Investors Betting Fed Will Take More Dovish Approach To RatesThe Fed didn’t surprise anyone with its decision to leave rates unchanged in June, traders had placed only a 20% probability on a rate cut, but the split vote tells investors that a cut is on the way, and its increasingly likely that will be in July, as the price action in the Treasury, gold and stock markets tells us.
Federal Reserve policymakers spoke and the markets listened on Wednesday. With investors interpreting their interest rate decision several ways.
Treasury investors seemed to think the Fed got it wrong. They drove U.S. 10-year Treasury yields below 2% for the first time since November 2016. Stock investors liked the news, but we don’t know how much of the strength was due to the hope of a trade deal. Gold traders and U.S. Dollar investors think the Fed was dovish.
As far as the highlights of the Fed’s interest rate decision, monetary policy statement and economic projections are concerned:
- On Wednesday, the Federal Open Market Committee (FOMC) voted 9 to 1 to keep the benchmark rate in a target range of 2.25% to 2.50%.
- The Fed dropped the word “patient” in describing its approach to policy.
- Central bankers also left the door open somewhat to future cuts.
- Powell said during a post-meeting press conference that some officials believe the case for accommodation had “strengthened.”
FOMC Votes 9 to 1 Against Rate Cut
Despite a divided Federal Reserve indicating formally that no cuts are coming in 2019, the markets are still betting the Fed cuts, as soon as July. The Fed didn’t surprise anyone with its decision to leave rates unchanged in June, traders had placed only a 20% probability on a rate cut, but the split vote tells investors that a cut is on the way, and its increasingly likely that will be in July, as the price action in the Treasury, gold and stock markets tells us.
Fed Changes Language in Monetary Policy Statement
The FOMC acknowledged those worried about slower economic growth by dropping the word “patient” in describing its approach to policy. This was a clear signal to investors that the Fed was taking a more dovish approach to rates.
The Fed’s monetary policy statement also changed wording to concede that inflation is “running below” the central bank’s 2% objective. In their forecast for headline inflation this year, policymakers slashed the estimate to 1.5% from March’s 1.8%. Core inflation, which excludes food and energy prices, is likely now to be 1.8% from March’s 2%, according to the quarterly summary of economic projections also released Wednesday.
The FOMC changed language from its May statement to indicate that economic activity is “rising at a moderate rate,” a downgrade from “solid.”
Baseline Scenario Tweaks
In their baseline scenario, FOMC members said they still expect “sustained expansion of economic activity” and a move toward 2% inflation, but realize that “uncertainties about this outlook have increased.’
“In light of these uncertainties and muted inflation pressures, the FOMC will closely monitor the implications of incoming information for the economic outlook and will act as appropriate to sustain the expansion, with a strong labor market and inflation near its symmetric 2 percent objective,” the statement said. The “act as appropriate to sustain the expansion” language mirrors a statement from Powell in early June.

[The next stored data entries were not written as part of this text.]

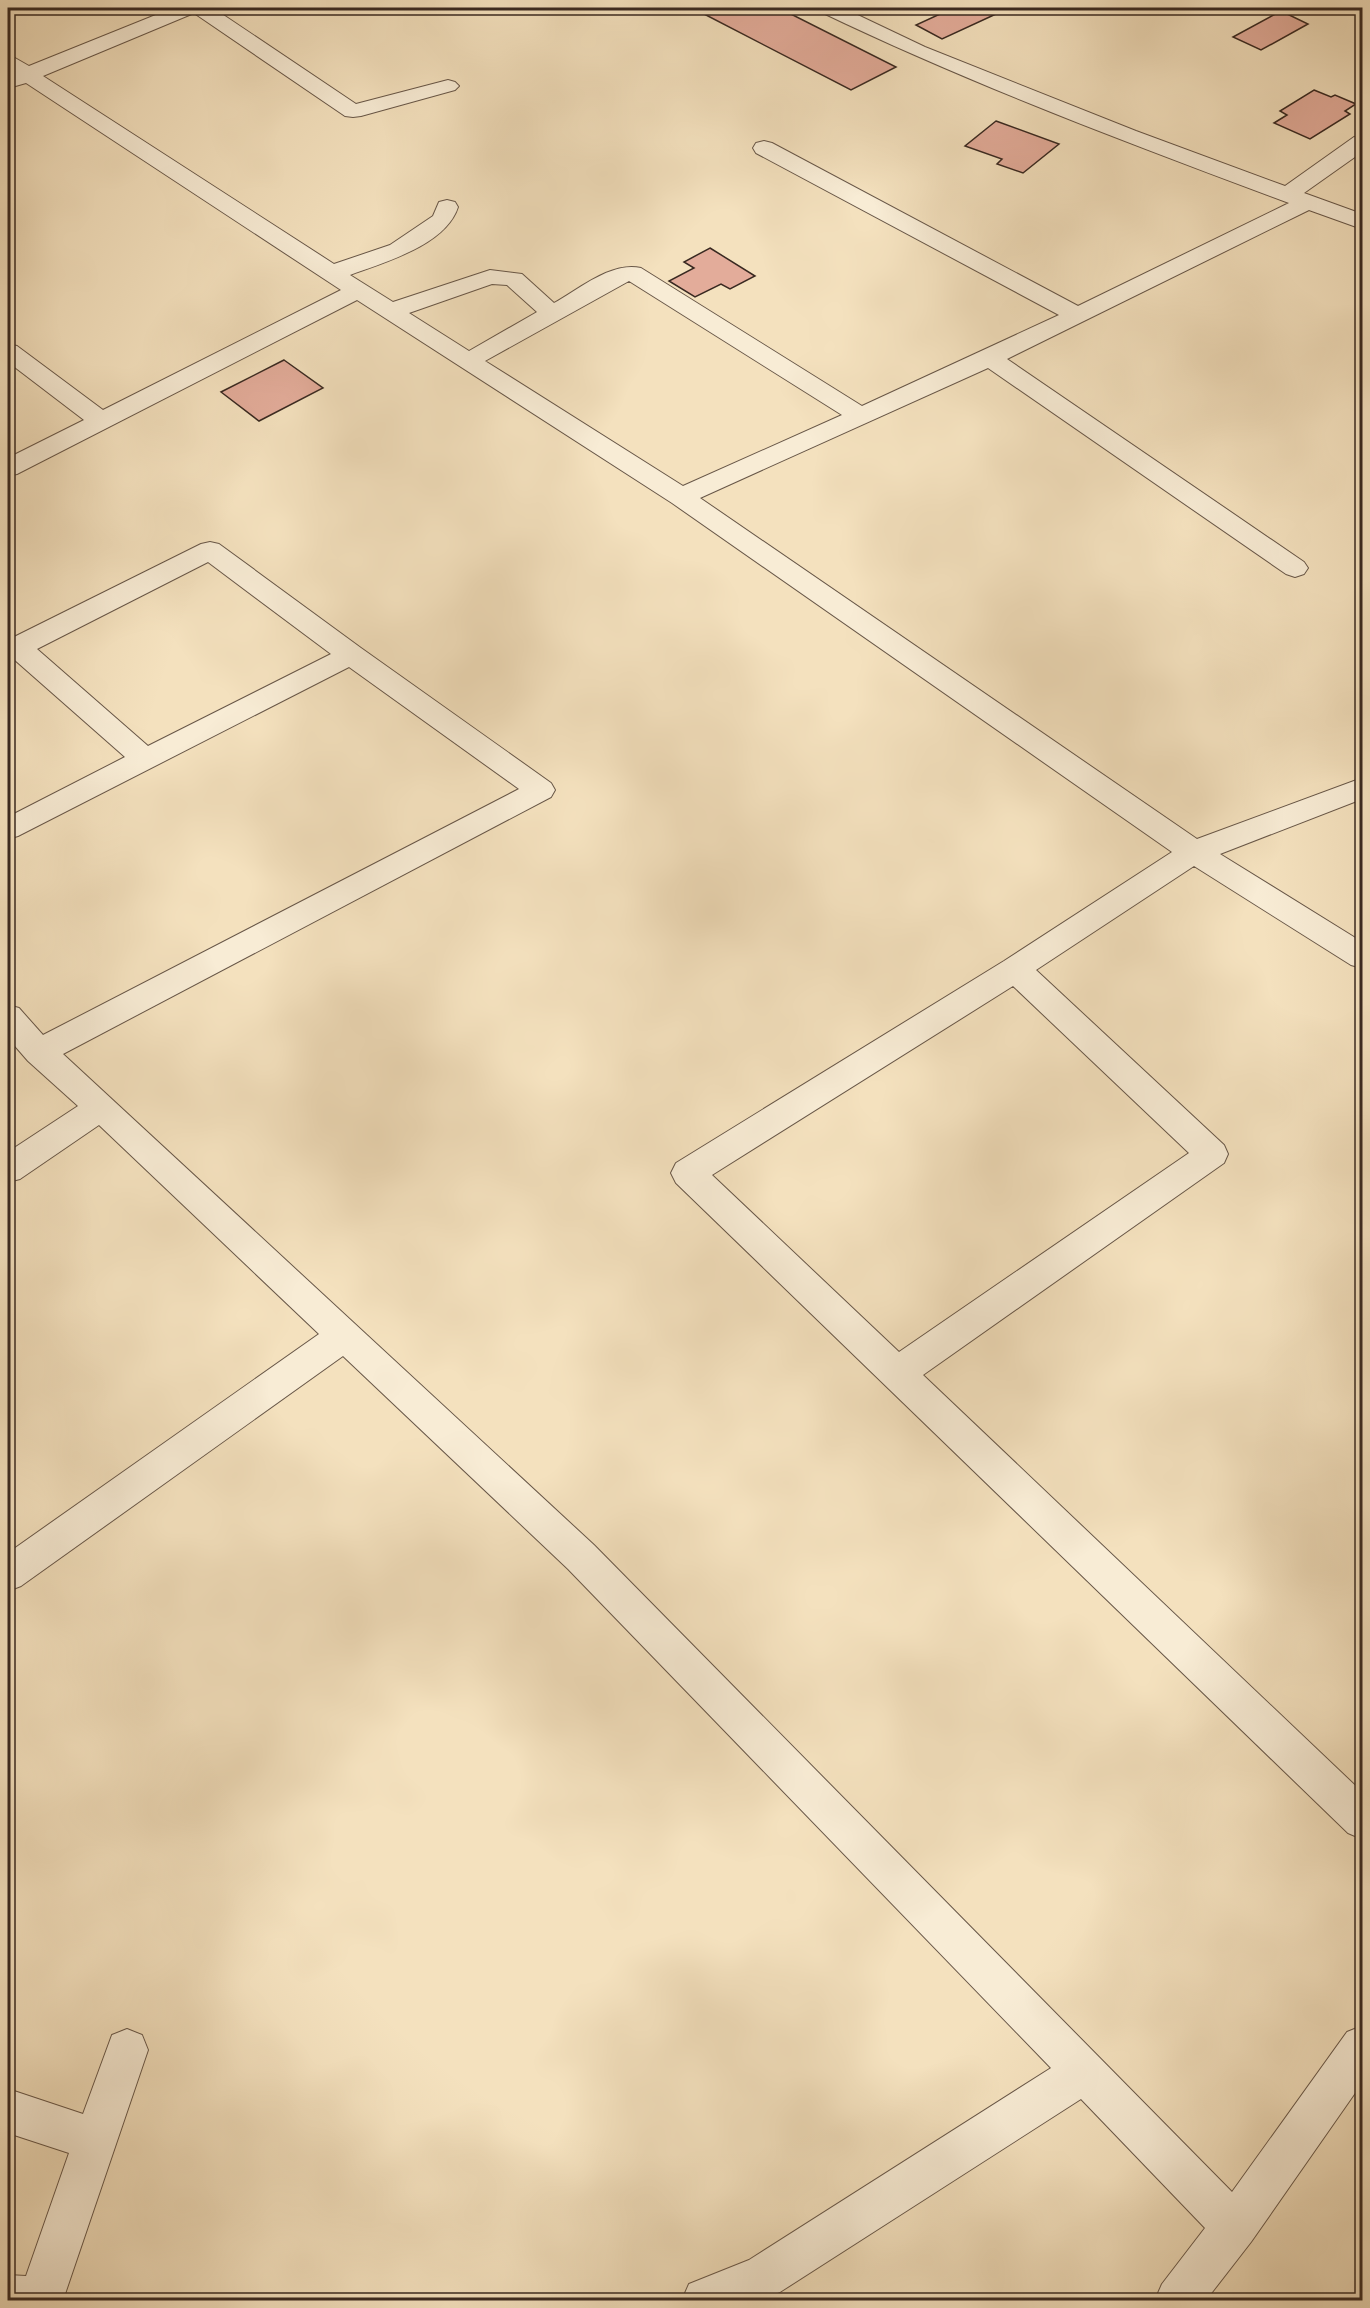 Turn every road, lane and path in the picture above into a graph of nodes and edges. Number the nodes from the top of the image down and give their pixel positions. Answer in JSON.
{"nodes":[{"id":1,"x":189,"y":8,"type":"edge"},
{"id":2,"x":200,"y":8,"type":"edge"},
{"id":3,"x":828,"y":8,"type":"edge"},
{"id":4,"x":8,"y":62,"type":"edge"},
{"id":5,"x":17,"y":79,"type":"edge"},
{"id":6,"x":448,"y":86,"type":"dead end"},
{"id":7,"x":1362,"y":142,"type":"edge"},
{"id":8,"x":764,"y":148,"type":"dead end"},
{"id":9,"x":1298,"y":198,"type":"junction"},
{"id":10,"x":447,"y":207,"type":"dead end"},
{"id":11,"x":1362,"y":222,"type":"edge"},
{"id":12,"x":332,"y":273,"type":"junction"},
{"id":13,"x":359,"y":290,"type":"junction"},
{"id":14,"x":390,"y":311,"type":"junction"},
{"id":15,"x":552,"y":313,"type":"junction"},
{"id":16,"x":1080,"y":315,"type":"junction"},
{"id":17,"x":8,"y":351,"type":"edge"},
{"id":18,"x":990,"y":358,"type":"junction"},
{"id":19,"x":468,"y":361,"type":"junction"},
{"id":20,"x":860,"y":416,"type":"junction"},
{"id":21,"x":101,"y":421,"type":"junction"},
{"id":22,"x":8,"y":468,"type":"edge"},
{"id":23,"x":681,"y":497,"type":"junction"},
{"id":24,"x":1295,"y":568,"type":"dead end"},
{"id":25,"x":351,"y":655,"type":"junction"},
{"id":26,"x":145,"y":759,"type":"junction"},
{"id":27,"x":1362,"y":788,"type":"edge"},
{"id":28,"x":8,"y":829,"type":"edge"},
{"id":29,"x":1194,"y":852,"type":"junction"},
{"id":30,"x":1362,"y":957,"type":"edge"},
{"id":31,"x":1015,"y":969,"type":"junction"},
{"id":32,"x":8,"y":1017,"type":"edge"},
{"id":33,"x":39,"y":1052,"type":"junction"},
{"id":34,"x":101,"y":1107,"type":"junction"},
{"id":35,"x":8,"y":1169,"type":"edge"},
{"id":36,"x":345,"y":1335,"type":"junction"},
{"id":37,"x":897,"y":1373,"type":"junction"},
{"id":38,"x":8,"y":1574,"type":"edge"},
{"id":39,"x":1362,"y":1818,"type":"edge"},
{"id":40,"x":1362,"y":2047,"type":"edge"},
{"id":41,"x":127,"y":2050,"type":"dead end"},
{"id":42,"x":1085,"y":2072,"type":"junction"},
{"id":43,"x":8,"y":2111,"type":"edge"},
{"id":44,"x":96,"y":2140,"type":"junction"},
{"id":45,"x":1235,"y":2226,"type":"junction"},
{"id":46,"x":8,"y":2298,"type":"edge"},
{"id":47,"x":41,"y":2300,"type":"edge"},
{"id":48,"x":705,"y":2301,"type":"edge"},
{"id":49,"x":1178,"y":2301,"type":"edge"}],
"edges":[{"from":1,"to":5,"type":"street"},
{"from":2,"to":6,"type":"street"},
{"from":3,"to":9,"type":"street"},
{"from":4,"to":5,"type":"street"},
{"from":5,"to":12,"type":"street"},
{"from":7,"to":9,"type":"street"},
{"from":8,"to":16,"type":"street"},
{"from":9,"to":11,"type":"street"},
{"from":9,"to":16,"type":"street"},
{"from":10,"to":12,"type":"street"},
{"from":12,"to":13,"type":"street"},
{"from":13,"to":14,"type":"street"},
{"from":13,"to":21,"type":"street"},
{"from":14,"to":15,"type":"street"},
{"from":14,"to":19,"type":"street"},
{"from":15,"to":19,"type":"street"},
{"from":15,"to":20,"type":"street"},
{"from":16,"to":18,"type":"street"},
{"from":17,"to":21,"type":"street"},
{"from":18,"to":20,"type":"street"},
{"from":18,"to":24,"type":"street"},
{"from":19,"to":23,"type":"street"},
{"from":20,"to":23,"type":"street"},
{"from":21,"to":22,"type":"street"},
{"from":23,"to":29,"type":"street"},
{"from":25,"to":26,"type":"street"},
{"from":25,"to":26,"type":"street"},
{"from":25,"to":33,"type":"street"},
{"from":26,"to":28,"type":"street"},
{"from":27,"to":29,"type":"street"},
{"from":29,"to":30,"type":"street"},
{"from":29,"to":31,"type":"street"},
{"from":31,"to":37,"type":"street"},
{"from":31,"to":37,"type":"street"},
{"from":32,"to":33,"type":"street"},
{"from":33,"to":34,"type":"street"},
{"from":34,"to":35,"type":"street"},
{"from":34,"to":36,"type":"street"},
{"from":36,"to":38,"type":"street"},
{"from":36,"to":42,"type":"street"},
{"from":37,"to":39,"type":"street"},
{"from":40,"to":45,"type":"street"},
{"from":41,"to":44,"type":"street"},
{"from":42,"to":45,"type":"street"},
{"from":42,"to":48,"type":"street"},
{"from":43,"to":44,"type":"street"},
{"from":44,"to":47,"type":"street"},
{"from":45,"to":49,"type":"street"},
{"from":46,"to":47,"type":"street"}]}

The committee acknowledged the “strong” labor market and characterized it as “solid’. It also said that household spending “appears to have picked up from earlier in the year.”
The “Dot Plot”
According to the “dot plot” of individual members’ expectations, eight members favor one cut this year while the same number voted in favor of the status quo and one still wants a rate hike.
Into 2020, the Fed consensus was a bit stronger, with nine members wanting a cut to a funds rate around 2.1%. The direction changes, though, in 2021, with indications of an increase of about a quarter-point, culminating in an expected long-run value of 2.5%.
This assessment strongly contrasts with market expectations. The probability for a July easing rose to 82.5% and the chances of a second cut in December were most recently 60.4%. Investors expect a third cut in March of 2020.
Powell Strongly Hints at Future Cuts
Finally, Powell opened the door to the possibility of a rate cut as soon as July in his press conference. He said, “Many participants now see the case for somewhat more accommodative policy has strengthened.”
Powell further added, “Overall, our policy discussions focused on the appropriate response to the uncertain environment,” he said. “Many participants believe that some cut to the fed funds would be appropriate in the scenario they see as most likely.”